**Work task**.
From the entries below, gather every line containing the string "شهید".

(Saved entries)
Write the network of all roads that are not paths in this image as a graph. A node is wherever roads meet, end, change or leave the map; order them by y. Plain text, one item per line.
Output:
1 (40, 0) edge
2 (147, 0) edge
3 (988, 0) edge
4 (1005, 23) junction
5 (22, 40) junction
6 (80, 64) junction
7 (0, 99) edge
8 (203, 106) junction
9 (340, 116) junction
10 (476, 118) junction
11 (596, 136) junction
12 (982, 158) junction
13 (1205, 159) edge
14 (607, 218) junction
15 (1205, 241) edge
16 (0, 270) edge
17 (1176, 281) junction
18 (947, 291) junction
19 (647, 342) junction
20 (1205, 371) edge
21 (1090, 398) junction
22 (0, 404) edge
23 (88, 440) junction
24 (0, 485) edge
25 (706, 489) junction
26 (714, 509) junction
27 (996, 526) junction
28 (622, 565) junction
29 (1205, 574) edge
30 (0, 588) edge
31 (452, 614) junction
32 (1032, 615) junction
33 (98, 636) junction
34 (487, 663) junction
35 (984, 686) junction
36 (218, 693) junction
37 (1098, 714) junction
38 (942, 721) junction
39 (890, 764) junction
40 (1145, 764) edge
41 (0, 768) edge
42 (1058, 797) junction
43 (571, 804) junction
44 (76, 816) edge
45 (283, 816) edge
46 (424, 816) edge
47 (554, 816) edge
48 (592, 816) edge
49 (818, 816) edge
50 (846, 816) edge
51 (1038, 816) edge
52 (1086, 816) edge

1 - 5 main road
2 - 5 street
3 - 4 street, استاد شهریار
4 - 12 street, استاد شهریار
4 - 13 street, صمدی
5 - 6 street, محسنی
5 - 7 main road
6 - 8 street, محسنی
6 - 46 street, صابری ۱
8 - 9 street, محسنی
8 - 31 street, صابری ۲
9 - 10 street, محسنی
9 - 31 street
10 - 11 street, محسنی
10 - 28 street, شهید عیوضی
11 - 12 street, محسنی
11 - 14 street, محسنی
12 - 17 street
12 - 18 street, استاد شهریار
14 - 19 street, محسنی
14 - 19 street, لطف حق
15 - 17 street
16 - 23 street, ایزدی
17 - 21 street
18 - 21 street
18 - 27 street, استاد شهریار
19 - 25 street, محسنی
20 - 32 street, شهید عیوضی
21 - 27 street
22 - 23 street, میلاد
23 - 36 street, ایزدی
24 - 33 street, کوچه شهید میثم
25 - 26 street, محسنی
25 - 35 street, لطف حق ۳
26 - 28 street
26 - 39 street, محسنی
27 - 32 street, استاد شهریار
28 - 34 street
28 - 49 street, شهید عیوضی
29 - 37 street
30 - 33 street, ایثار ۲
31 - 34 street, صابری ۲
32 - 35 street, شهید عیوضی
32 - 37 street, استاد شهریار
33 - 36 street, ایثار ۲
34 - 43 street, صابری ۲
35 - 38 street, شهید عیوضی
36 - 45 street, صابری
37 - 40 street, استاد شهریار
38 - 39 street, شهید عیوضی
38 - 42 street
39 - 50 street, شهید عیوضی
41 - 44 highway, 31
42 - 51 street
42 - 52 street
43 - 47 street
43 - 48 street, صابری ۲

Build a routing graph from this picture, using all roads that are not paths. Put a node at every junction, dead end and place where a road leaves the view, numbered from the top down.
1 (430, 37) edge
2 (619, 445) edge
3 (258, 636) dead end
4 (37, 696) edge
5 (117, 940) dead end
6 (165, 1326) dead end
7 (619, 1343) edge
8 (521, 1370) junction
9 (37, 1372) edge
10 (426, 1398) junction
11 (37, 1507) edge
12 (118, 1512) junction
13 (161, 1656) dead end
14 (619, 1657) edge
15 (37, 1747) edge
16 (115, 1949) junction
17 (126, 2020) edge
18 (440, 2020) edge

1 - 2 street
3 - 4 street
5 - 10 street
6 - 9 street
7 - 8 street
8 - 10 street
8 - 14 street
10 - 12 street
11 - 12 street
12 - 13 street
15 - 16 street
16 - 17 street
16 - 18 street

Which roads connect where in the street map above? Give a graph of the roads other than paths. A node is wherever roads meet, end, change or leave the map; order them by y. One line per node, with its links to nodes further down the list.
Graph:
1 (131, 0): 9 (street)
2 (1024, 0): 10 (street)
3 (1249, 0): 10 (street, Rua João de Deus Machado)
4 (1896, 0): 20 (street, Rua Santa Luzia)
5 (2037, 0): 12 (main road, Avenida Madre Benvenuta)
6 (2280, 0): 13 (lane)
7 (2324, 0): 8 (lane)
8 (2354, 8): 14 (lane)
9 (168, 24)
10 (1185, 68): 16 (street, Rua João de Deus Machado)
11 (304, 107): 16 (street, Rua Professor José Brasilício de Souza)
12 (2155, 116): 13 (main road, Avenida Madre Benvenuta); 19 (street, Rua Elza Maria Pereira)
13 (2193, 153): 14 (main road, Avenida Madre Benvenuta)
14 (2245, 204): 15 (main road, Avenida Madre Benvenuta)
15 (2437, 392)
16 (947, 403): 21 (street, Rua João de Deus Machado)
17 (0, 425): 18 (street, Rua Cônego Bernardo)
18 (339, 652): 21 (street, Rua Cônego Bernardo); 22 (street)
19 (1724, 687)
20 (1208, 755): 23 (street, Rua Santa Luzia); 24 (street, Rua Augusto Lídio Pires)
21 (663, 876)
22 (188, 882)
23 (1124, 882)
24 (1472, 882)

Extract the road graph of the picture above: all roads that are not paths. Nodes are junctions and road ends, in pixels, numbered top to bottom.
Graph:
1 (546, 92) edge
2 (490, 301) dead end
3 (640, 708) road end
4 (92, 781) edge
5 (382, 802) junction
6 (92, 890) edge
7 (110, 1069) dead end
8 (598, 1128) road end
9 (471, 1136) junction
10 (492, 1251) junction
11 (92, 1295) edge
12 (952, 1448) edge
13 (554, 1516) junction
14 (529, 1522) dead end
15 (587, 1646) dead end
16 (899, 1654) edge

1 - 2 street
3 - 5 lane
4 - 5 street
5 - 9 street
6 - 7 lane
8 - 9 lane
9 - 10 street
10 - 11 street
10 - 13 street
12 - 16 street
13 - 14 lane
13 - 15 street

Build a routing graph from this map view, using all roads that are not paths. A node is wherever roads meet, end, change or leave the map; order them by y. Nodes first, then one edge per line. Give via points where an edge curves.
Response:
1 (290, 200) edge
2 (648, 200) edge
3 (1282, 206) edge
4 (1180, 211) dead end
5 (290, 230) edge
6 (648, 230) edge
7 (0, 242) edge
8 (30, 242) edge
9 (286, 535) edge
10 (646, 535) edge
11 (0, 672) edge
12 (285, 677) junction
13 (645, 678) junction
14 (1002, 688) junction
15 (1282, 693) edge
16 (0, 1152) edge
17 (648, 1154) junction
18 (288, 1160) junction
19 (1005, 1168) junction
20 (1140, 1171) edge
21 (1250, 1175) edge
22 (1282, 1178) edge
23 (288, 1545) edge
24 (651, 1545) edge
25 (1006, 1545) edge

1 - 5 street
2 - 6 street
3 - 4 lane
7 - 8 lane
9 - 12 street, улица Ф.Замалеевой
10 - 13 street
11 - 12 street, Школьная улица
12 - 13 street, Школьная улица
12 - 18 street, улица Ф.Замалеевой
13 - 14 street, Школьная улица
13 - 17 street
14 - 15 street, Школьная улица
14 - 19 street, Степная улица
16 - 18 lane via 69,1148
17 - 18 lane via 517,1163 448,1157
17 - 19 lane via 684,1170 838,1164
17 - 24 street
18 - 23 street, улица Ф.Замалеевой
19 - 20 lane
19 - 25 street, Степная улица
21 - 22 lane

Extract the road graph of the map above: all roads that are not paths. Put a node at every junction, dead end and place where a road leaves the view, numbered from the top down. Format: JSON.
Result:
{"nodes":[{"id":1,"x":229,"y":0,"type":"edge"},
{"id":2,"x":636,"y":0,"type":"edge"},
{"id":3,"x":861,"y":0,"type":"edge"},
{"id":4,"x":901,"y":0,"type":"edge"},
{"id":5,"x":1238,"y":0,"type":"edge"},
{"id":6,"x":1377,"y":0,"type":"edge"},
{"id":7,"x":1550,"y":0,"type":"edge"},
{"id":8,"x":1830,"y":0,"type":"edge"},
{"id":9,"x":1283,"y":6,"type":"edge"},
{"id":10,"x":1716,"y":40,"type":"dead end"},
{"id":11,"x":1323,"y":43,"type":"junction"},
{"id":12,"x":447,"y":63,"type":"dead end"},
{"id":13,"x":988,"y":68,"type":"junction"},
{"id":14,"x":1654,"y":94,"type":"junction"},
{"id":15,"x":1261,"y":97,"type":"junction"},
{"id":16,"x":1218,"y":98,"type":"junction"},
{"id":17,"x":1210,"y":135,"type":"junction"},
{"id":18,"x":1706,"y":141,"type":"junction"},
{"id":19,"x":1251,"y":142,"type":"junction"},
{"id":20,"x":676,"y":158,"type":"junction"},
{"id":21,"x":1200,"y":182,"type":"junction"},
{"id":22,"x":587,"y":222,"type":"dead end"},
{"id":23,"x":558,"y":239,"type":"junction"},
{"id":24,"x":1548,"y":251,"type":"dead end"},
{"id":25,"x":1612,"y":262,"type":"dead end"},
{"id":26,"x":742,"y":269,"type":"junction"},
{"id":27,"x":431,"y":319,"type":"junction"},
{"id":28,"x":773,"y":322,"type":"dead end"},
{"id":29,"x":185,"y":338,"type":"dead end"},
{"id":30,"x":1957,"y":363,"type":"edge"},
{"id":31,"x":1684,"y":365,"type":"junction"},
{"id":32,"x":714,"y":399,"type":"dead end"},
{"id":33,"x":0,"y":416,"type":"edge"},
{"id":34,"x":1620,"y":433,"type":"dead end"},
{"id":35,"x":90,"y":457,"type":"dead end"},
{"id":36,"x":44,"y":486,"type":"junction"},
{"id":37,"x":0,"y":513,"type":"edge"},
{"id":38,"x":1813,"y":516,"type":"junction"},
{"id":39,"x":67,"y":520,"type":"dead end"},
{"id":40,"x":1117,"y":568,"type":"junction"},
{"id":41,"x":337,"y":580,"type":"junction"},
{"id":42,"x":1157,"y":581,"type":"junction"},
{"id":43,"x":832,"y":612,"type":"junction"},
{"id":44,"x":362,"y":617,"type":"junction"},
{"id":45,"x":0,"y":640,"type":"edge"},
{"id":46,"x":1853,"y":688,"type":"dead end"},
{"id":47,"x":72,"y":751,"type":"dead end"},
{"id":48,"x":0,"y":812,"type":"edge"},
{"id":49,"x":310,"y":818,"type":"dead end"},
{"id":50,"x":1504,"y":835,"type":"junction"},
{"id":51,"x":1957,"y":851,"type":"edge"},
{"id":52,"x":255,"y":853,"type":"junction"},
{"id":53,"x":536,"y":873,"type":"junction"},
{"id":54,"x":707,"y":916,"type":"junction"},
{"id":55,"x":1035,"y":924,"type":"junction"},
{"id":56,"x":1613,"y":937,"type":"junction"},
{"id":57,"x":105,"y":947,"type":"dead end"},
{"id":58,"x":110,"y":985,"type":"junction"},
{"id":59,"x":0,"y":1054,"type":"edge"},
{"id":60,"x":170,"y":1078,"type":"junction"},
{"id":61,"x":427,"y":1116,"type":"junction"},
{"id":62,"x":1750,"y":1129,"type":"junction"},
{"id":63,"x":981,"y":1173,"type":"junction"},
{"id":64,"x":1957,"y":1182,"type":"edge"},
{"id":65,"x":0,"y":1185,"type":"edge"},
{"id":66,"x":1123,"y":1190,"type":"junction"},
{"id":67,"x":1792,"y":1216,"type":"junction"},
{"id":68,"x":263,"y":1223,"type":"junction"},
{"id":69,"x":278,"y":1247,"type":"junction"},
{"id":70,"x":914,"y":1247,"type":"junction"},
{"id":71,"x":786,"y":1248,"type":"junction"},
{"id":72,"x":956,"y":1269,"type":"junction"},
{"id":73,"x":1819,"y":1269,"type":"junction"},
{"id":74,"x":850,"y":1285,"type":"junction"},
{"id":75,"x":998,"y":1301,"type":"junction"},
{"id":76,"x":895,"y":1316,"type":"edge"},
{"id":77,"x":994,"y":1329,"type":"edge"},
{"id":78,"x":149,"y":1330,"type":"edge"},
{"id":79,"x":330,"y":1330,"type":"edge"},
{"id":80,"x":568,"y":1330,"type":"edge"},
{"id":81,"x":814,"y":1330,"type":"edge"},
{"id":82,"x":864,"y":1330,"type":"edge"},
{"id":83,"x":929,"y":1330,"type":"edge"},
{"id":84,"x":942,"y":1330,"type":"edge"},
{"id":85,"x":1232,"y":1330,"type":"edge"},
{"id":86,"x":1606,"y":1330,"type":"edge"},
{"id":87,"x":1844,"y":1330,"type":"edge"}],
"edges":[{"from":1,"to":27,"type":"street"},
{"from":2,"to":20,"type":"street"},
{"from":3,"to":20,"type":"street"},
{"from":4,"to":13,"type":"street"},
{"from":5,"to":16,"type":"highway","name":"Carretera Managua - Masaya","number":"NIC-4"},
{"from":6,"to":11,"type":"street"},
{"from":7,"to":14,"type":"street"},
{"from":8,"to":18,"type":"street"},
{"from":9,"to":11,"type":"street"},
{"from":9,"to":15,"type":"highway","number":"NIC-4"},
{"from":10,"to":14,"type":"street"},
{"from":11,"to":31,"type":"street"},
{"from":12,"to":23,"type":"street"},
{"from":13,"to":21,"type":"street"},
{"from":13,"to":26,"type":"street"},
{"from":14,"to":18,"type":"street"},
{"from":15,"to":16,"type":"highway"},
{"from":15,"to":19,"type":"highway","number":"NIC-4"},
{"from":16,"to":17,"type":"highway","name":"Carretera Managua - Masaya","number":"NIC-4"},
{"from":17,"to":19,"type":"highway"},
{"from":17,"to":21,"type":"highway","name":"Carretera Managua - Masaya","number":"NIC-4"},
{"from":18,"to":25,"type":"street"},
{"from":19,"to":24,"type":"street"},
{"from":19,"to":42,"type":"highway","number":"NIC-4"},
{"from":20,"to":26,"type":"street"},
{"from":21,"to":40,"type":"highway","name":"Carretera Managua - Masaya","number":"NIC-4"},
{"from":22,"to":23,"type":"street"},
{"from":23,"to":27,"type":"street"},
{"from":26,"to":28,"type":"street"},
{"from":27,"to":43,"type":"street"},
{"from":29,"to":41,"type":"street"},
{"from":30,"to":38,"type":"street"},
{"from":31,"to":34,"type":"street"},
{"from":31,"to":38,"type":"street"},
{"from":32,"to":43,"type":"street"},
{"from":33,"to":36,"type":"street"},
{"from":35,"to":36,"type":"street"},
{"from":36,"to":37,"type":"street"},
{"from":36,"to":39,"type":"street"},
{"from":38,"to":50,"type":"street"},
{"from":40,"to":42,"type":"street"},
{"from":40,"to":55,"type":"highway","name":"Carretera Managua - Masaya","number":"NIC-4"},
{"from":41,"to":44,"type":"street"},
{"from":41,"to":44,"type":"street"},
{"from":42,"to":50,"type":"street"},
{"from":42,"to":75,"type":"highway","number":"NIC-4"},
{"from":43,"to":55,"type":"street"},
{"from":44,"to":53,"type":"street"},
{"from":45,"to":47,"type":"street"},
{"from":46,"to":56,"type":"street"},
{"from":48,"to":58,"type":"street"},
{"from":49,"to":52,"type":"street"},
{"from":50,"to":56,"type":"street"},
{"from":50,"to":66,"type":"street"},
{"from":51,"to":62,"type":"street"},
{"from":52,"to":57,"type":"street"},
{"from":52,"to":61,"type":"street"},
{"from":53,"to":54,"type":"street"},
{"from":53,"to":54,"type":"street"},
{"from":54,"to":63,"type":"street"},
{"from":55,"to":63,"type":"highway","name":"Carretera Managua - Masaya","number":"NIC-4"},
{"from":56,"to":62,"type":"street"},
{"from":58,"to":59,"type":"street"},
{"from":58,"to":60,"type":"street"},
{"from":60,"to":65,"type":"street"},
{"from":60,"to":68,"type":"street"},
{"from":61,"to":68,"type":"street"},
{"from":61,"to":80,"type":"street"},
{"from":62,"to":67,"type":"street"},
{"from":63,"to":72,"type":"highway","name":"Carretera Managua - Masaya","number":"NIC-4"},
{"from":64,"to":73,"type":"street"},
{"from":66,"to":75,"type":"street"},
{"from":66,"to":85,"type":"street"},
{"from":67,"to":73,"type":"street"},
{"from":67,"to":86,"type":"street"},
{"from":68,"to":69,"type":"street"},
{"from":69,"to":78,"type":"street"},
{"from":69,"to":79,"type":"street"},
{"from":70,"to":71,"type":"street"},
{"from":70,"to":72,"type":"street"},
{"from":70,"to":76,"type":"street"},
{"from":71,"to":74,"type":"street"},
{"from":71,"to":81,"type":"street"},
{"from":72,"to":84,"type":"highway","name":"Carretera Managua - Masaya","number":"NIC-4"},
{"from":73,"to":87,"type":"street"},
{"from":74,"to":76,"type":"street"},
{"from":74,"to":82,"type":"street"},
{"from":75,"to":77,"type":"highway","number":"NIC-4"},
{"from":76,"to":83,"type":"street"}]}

**Solution to this task**.
10 - 28 street, شهید عیوضی
20 - 32 street, شهید عیوضی
24 - 33 street, کوچه شهید میثم
28 - 49 street, شهید عیوضی
32 - 35 street, شهید عیوضی
35 - 38 street, شهید عیوضی
38 - 39 street, شهید عیوضی
39 - 50 street, شهید عیوضی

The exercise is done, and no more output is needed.